- _TASK ITEM_: Keep only the lines from the top of the listing through the one with "Turn the roads", and reproduce them unaltered.

+++ MATERIALS PROVIDED

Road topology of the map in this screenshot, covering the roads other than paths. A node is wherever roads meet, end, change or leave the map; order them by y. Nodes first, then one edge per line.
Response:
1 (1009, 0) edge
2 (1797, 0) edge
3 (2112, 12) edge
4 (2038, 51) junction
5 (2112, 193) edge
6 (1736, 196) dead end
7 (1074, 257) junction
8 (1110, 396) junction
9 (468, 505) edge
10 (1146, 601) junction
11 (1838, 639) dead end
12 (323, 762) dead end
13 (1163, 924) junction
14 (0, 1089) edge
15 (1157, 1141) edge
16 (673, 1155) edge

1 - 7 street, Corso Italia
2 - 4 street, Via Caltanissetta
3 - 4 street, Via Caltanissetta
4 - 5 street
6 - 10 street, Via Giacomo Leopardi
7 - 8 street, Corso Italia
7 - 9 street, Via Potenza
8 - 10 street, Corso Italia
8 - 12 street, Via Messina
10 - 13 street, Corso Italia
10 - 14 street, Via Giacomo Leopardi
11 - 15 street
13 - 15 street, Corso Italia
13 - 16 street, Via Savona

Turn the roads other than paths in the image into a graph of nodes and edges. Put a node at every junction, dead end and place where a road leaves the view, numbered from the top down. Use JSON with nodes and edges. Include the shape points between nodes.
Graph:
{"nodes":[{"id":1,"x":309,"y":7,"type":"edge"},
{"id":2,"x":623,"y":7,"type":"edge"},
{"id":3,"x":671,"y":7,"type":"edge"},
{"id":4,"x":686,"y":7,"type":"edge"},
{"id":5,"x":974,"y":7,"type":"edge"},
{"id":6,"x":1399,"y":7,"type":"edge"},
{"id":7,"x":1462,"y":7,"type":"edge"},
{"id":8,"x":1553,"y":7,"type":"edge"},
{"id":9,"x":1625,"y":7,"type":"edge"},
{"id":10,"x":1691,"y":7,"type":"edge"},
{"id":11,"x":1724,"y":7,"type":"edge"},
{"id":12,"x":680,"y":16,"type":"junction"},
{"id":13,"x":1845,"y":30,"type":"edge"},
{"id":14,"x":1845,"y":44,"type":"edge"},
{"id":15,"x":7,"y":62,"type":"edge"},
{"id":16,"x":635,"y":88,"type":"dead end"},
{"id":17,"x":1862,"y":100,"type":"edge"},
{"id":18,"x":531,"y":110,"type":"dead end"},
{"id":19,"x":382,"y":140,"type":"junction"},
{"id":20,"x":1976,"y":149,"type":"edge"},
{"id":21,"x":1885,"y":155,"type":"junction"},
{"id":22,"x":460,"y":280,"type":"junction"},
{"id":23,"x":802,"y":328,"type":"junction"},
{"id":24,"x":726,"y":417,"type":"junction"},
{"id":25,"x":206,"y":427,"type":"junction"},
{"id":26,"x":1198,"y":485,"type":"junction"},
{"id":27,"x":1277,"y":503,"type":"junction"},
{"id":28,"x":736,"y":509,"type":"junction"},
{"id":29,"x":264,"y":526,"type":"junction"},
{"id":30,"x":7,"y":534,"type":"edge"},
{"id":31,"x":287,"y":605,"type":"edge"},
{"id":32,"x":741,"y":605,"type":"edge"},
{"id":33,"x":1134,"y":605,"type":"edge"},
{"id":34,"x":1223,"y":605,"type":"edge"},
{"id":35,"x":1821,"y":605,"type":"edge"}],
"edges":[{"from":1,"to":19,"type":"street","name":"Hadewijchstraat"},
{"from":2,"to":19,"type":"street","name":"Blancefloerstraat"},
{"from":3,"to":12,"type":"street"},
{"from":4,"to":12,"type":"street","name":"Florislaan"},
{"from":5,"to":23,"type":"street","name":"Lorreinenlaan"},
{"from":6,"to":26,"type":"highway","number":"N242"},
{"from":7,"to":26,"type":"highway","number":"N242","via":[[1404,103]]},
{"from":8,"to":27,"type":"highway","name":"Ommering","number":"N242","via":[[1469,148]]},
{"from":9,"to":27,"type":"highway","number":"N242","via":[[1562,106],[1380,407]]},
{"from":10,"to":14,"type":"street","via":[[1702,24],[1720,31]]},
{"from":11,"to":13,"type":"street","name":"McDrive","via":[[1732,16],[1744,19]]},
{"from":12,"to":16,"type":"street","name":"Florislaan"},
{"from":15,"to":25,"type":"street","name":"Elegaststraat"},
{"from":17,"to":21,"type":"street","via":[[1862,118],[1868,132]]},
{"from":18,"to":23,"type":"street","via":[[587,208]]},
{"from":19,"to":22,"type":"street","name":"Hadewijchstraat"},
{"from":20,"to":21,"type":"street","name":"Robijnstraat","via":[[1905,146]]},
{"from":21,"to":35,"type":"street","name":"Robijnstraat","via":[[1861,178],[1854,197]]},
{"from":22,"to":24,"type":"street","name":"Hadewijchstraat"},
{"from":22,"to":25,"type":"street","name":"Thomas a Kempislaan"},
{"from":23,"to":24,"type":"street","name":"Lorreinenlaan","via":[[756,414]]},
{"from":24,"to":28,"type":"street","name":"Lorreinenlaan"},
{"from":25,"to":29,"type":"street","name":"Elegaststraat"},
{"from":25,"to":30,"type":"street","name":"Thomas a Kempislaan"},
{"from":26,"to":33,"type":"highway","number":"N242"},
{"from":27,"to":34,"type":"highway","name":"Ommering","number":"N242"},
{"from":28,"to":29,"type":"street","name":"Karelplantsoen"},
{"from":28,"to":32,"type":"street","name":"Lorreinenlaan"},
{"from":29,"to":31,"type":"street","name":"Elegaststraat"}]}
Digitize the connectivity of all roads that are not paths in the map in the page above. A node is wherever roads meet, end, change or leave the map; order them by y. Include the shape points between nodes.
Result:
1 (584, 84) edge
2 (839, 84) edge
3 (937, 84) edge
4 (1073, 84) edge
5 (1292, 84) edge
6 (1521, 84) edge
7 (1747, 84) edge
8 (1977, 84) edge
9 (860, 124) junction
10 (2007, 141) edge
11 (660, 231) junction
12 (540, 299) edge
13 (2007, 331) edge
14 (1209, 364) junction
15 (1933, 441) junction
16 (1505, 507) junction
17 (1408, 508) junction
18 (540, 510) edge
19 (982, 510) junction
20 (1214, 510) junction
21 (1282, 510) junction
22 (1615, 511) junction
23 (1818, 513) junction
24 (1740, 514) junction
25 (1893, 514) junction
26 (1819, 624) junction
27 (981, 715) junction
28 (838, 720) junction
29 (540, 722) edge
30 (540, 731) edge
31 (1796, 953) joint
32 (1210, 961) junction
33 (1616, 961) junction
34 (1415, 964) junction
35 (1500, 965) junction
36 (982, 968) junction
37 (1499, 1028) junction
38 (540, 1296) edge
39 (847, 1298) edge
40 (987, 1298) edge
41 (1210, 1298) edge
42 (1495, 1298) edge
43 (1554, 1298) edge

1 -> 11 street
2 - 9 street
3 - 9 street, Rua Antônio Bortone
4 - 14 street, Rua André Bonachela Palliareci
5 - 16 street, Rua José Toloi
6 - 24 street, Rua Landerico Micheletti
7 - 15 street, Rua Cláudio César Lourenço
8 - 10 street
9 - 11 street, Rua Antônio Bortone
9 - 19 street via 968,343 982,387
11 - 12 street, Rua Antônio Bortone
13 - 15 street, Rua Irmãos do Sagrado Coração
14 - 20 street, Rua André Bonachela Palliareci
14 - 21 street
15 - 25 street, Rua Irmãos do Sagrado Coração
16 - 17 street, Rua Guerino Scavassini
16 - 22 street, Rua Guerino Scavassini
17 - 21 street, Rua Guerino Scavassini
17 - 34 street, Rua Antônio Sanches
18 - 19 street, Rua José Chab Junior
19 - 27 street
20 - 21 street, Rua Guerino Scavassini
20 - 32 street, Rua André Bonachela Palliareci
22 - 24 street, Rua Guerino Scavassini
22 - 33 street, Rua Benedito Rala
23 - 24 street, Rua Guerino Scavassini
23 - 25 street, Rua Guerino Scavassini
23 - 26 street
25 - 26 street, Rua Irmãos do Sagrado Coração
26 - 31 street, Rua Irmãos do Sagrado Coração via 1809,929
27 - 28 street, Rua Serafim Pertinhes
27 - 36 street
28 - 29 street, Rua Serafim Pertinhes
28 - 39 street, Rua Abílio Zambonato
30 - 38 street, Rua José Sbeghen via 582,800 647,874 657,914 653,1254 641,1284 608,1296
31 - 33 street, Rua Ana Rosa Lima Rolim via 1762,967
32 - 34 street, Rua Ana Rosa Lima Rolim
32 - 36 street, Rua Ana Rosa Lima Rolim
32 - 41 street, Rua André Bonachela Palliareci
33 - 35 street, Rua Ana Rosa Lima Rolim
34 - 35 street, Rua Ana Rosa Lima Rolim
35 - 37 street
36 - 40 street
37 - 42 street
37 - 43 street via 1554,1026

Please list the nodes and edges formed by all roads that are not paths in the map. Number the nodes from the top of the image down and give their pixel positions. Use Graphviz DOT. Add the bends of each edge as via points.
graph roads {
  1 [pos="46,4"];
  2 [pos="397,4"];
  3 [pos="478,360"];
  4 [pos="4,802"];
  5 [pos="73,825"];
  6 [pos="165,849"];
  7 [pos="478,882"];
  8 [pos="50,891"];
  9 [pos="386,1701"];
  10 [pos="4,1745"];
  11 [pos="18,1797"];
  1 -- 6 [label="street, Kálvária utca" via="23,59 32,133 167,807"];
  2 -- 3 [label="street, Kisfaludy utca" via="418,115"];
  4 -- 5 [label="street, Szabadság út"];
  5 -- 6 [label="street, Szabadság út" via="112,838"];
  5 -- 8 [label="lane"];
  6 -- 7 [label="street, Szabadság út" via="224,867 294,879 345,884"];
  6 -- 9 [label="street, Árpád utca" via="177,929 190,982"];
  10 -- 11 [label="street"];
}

++++++

- _ANSWER TO THIS PROBLEM_:
Road topology of the map in this screenshot, covering the roads other than paths. A node is wherever roads meet, end, change or leave the map; order them by y. Nodes first, then one edge per line.
Response:
1 (1009, 0) edge
2 (1797, 0) edge
3 (2112, 12) edge
4 (2038, 51) junction
5 (2112, 193) edge
6 (1736, 196) dead end
7 (1074, 257) junction
8 (1110, 396) junction
9 (468, 505) edge
10 (1146, 601) junction
11 (1838, 639) dead end
12 (323, 762) dead end
13 (1163, 924) junction
14 (0, 1089) edge
15 (1157, 1141) edge
16 (673, 1155) edge

1 - 7 street, Corso Italia
2 - 4 street, Via Caltanissetta
3 - 4 street, Via Caltanissetta
4 - 5 street
6 - 10 street, Via Giacomo Leopardi
7 - 8 street, Corso Italia
7 - 9 street, Via Potenza
8 - 10 street, Corso Italia
8 - 12 street, Via Messina
10 - 13 street, Corso Italia
10 - 14 street, Via Giacomo Leopardi
11 - 15 street
13 - 15 street, Corso Italia
13 - 16 street, Via Savona

Turn the roads other than paths in the image into a graph of nodes and edges. Put a node at every junction, dead end and place where a road leaves the view, numbered from the top down. Use JSON with nodes and edges. Include the shape points between nodes.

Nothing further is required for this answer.